DATA LISTING:
========

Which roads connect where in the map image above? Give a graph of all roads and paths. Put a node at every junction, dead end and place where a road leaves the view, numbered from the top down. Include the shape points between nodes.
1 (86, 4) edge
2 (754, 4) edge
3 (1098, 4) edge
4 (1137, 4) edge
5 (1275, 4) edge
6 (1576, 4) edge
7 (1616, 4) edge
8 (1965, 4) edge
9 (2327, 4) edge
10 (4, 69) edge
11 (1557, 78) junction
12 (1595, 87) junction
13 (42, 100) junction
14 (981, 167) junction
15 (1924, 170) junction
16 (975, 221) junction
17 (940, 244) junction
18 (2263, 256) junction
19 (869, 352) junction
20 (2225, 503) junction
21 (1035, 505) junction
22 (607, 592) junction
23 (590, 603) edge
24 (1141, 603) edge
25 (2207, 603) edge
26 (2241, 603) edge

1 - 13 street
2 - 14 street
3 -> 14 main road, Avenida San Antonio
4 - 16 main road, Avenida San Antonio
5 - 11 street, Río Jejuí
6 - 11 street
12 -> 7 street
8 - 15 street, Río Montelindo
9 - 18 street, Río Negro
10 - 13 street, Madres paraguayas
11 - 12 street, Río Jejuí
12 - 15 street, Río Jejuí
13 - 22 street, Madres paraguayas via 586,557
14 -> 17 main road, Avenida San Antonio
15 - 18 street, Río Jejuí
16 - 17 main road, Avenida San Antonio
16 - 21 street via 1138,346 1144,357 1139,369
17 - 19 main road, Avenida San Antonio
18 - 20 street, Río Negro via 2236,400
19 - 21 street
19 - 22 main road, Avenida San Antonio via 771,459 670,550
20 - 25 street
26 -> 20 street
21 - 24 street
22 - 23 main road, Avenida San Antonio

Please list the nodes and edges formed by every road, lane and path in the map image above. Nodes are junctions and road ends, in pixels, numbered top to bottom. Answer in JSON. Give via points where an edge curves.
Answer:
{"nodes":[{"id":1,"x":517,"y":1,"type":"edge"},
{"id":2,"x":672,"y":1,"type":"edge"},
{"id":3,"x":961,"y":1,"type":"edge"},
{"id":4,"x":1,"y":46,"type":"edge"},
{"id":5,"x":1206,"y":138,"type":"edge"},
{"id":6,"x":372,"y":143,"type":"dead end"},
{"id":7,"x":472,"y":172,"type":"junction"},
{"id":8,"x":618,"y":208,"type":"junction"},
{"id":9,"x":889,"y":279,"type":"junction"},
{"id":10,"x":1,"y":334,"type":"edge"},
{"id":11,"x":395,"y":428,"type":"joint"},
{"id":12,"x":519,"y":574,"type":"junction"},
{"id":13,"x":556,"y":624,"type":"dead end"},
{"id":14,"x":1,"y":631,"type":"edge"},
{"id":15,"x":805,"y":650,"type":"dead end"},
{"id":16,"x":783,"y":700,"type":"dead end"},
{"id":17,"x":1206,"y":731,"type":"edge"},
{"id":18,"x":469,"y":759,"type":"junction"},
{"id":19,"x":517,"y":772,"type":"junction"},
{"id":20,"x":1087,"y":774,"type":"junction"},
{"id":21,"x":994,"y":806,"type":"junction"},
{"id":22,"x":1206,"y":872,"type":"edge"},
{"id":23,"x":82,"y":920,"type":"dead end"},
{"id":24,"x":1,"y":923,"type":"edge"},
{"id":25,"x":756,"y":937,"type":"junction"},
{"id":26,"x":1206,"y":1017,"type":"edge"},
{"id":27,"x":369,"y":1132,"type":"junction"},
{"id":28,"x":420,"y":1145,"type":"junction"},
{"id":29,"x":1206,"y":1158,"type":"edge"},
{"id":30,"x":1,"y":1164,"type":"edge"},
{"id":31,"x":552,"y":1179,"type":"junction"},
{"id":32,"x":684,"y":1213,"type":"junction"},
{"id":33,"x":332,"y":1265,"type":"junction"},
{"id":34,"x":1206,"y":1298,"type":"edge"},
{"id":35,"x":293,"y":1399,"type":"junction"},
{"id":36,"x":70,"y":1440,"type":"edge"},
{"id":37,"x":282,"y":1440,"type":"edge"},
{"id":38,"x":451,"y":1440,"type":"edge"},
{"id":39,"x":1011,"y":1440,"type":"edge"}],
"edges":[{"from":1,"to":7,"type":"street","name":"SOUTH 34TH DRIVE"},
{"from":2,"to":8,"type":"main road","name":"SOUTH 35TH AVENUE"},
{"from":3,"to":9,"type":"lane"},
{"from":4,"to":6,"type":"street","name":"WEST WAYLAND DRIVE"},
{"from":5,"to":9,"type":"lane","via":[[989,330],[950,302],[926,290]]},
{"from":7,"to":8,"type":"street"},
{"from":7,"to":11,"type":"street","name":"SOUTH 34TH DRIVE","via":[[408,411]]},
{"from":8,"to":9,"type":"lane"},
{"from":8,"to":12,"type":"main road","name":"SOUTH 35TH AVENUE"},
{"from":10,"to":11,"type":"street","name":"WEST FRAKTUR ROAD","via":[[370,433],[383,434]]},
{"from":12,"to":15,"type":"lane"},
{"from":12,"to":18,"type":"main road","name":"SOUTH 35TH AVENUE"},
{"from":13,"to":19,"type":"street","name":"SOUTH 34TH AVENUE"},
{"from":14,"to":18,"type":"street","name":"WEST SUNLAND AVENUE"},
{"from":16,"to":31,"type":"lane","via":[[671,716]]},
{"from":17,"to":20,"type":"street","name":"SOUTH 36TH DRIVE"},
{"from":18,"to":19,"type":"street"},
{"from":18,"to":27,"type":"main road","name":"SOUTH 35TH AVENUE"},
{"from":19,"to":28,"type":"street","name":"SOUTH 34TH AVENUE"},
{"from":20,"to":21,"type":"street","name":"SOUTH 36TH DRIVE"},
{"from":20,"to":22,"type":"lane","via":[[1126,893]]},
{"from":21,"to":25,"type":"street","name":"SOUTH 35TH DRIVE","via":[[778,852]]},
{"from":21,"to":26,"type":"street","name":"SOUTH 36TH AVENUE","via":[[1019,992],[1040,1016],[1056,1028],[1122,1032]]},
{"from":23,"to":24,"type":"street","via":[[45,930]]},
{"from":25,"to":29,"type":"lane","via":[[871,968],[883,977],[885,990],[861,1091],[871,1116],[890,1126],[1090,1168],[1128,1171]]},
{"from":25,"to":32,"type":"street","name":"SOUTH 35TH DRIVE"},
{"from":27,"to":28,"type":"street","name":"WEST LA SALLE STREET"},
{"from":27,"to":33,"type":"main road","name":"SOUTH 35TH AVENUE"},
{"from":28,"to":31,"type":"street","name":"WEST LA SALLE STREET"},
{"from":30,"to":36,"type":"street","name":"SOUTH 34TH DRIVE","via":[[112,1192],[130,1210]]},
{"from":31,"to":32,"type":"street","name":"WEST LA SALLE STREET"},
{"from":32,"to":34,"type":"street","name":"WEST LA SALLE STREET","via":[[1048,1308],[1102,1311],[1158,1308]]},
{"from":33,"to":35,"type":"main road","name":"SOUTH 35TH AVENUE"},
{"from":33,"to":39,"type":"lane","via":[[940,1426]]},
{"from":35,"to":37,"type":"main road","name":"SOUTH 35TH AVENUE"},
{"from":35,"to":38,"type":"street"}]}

========

TASK OBJECTIVE:
All the lines above must be output exactly, with none omitted.

OUTPUT:
Which roads connect where in the map image above? Give a graph of all roads and paths. Put a node at every junction, dead end and place where a road leaves the view, numbered from the top down. Include the shape points between nodes.
1 (86, 4) edge
2 (754, 4) edge
3 (1098, 4) edge
4 (1137, 4) edge
5 (1275, 4) edge
6 (1576, 4) edge
7 (1616, 4) edge
8 (1965, 4) edge
9 (2327, 4) edge
10 (4, 69) edge
11 (1557, 78) junction
12 (1595, 87) junction
13 (42, 100) junction
14 (981, 167) junction
15 (1924, 170) junction
16 (975, 221) junction
17 (940, 244) junction
18 (2263, 256) junction
19 (869, 352) junction
20 (2225, 503) junction
21 (1035, 505) junction
22 (607, 592) junction
23 (590, 603) edge
24 (1141, 603) edge
25 (2207, 603) edge
26 (2241, 603) edge

1 - 13 street
2 - 14 street
3 -> 14 main road, Avenida San Antonio
4 - 16 main road, Avenida San Antonio
5 - 11 street, Río Jejuí
6 - 11 street
12 -> 7 street
8 - 15 street, Río Montelindo
9 - 18 street, Río Negro
10 - 13 street, Madres paraguayas
11 - 12 street, Río Jejuí
12 - 15 street, Río Jejuí
13 - 22 street, Madres paraguayas via 586,557
14 -> 17 main road, Avenida San Antonio
15 - 18 street, Río Jejuí
16 - 17 main road, Avenida San Antonio
16 - 21 street via 1138,346 1144,357 1139,369
17 - 19 main road, Avenida San Antonio
18 - 20 street, Río Negro via 2236,400
19 - 21 street
19 - 22 main road, Avenida San Antonio via 771,459 670,550
20 - 25 street
26 -> 20 street
21 - 24 street
22 - 23 main road, Avenida San Antonio

Please list the nodes and edges formed by every road, lane and path in the map image above. Nodes are junctions and road ends, in pixels, numbered top to bottom. Answer in JSON. Give via points where an edge curves.
Answer:
{"nodes":[{"id":1,"x":517,"y":1,"type":"edge"},
{"id":2,"x":672,"y":1,"type":"edge"},
{"id":3,"x":961,"y":1,"type":"edge"},
{"id":4,"x":1,"y":46,"type":"edge"},
{"id":5,"x":1206,"y":138,"type":"edge"},
{"id":6,"x":372,"y":143,"type":"dead end"},
{"id":7,"x":472,"y":172,"type":"junction"},
{"id":8,"x":618,"y":208,"type":"junction"},
{"id":9,"x":889,"y":279,"type":"junction"},
{"id":10,"x":1,"y":334,"type":"edge"},
{"id":11,"x":395,"y":428,"type":"joint"},
{"id":12,"x":519,"y":574,"type":"junction"},
{"id":13,"x":556,"y":624,"type":"dead end"},
{"id":14,"x":1,"y":631,"type":"edge"},
{"id":15,"x":805,"y":650,"type":"dead end"},
{"id":16,"x":783,"y":700,"type":"dead end"},
{"id":17,"x":1206,"y":731,"type":"edge"},
{"id":18,"x":469,"y":759,"type":"junction"},
{"id":19,"x":517,"y":772,"type":"junction"},
{"id":20,"x":1087,"y":774,"type":"junction"},
{"id":21,"x":994,"y":806,"type":"junction"},
{"id":22,"x":1206,"y":872,"type":"edge"},
{"id":23,"x":82,"y":920,"type":"dead end"},
{"id":24,"x":1,"y":923,"type":"edge"},
{"id":25,"x":756,"y":937,"type":"junction"},
{"id":26,"x":1206,"y":1017,"type":"edge"},
{"id":27,"x":369,"y":1132,"type":"junction"},
{"id":28,"x":420,"y":1145,"type":"junction"},
{"id":29,"x":1206,"y":1158,"type":"edge"},
{"id":30,"x":1,"y":1164,"type":"edge"},
{"id":31,"x":552,"y":1179,"type":"junction"},
{"id":32,"x":684,"y":1213,"type":"junction"},
{"id":33,"x":332,"y":1265,"type":"junction"},
{"id":34,"x":1206,"y":1298,"type":"edge"},
{"id":35,"x":293,"y":1399,"type":"junction"},
{"id":36,"x":70,"y":1440,"type":"edge"},
{"id":37,"x":282,"y":1440,"type":"edge"},
{"id":38,"x":451,"y":1440,"type":"edge"},
{"id":39,"x":1011,"y":1440,"type":"edge"}],
"edges":[{"from":1,"to":7,"type":"street","name":"SOUTH 34TH DRIVE"},
{"from":2,"to":8,"type":"main road","name":"SOUTH 35TH AVENUE"},
{"from":3,"to":9,"type":"lane"},
{"from":4,"to":6,"type":"street","name":"WEST WAYLAND DRIVE"},
{"from":5,"to":9,"type":"lane","via":[[989,330],[950,302],[926,290]]},
{"from":7,"to":8,"type":"street"},
{"from":7,"to":11,"type":"street","name":"SOUTH 34TH DRIVE","via":[[408,411]]},
{"from":8,"to":9,"type":"lane"},
{"from":8,"to":12,"type":"main road","name":"SOUTH 35TH AVENUE"},
{"from":10,"to":11,"type":"street","name":"WEST FRAKTUR ROAD","via":[[370,433],[383,434]]},
{"from":12,"to":15,"type":"lane"},
{"from":12,"to":18,"type":"main road","name":"SOUTH 35TH AVENUE"},
{"from":13,"to":19,"type":"street","name":"SOUTH 34TH AVENUE"},
{"from":14,"to":18,"type":"street","name":"WEST SUNLAND AVENUE"},
{"from":16,"to":31,"type":"lane","via":[[671,716]]},
{"from":17,"to":20,"type":"street","name":"SOUTH 36TH DRIVE"},
{"from":18,"to":19,"type":"street"},
{"from":18,"to":27,"type":"main road","name":"SOUTH 35TH AVENUE"},
{"from":19,"to":28,"type":"street","name":"SOUTH 34TH AVENUE"},
{"from":20,"to":21,"type":"street","name":"SOUTH 36TH DRIVE"},
{"from":20,"to":22,"type":"lane","via":[[1126,893]]},
{"from":21,"to":25,"type":"street","name":"SOUTH 35TH DRIVE","via":[[778,852]]},
{"from":21,"to":26,"type":"street","name":"SOUTH 36TH AVENUE","via":[[1019,992],[1040,1016],[1056,1028],[1122,1032]]},
{"from":23,"to":24,"type":"street","via":[[45,930]]},
{"from":25,"to":29,"type":"lane","via":[[871,968],[883,977],[885,990],[861,1091],[871,1116],[890,1126],[1090,1168],[1128,1171]]},
{"from":25,"to":32,"type":"street","name":"SOUTH 35TH DRIVE"},
{"from":27,"to":28,"type":"street","name":"WEST LA SALLE STREET"},
{"from":27,"to":33,"type":"main road","name":"SOUTH 35TH AVENUE"},
{"from":28,"to":31,"type":"street","name":"WEST LA SALLE STREET"},
{"from":30,"to":36,"type":"street","name":"SOUTH 34TH DRIVE","via":[[112,1192],[130,1210]]},
{"from":31,"to":32,"type":"street","name":"WEST LA SALLE STREET"},
{"from":32,"to":34,"type":"street","name":"WEST LA SALLE STREET","via":[[1048,1308],[1102,1311],[1158,1308]]},
{"from":33,"to":35,"type":"main road","name":"SOUTH 35TH AVENUE"},
{"from":33,"to":39,"type":"lane","via":[[940,1426]]},
{"from":35,"to":37,"type":"main road","name":"SOUTH 35TH AVENUE"},
{"from":35,"to":38,"type":"street"}]}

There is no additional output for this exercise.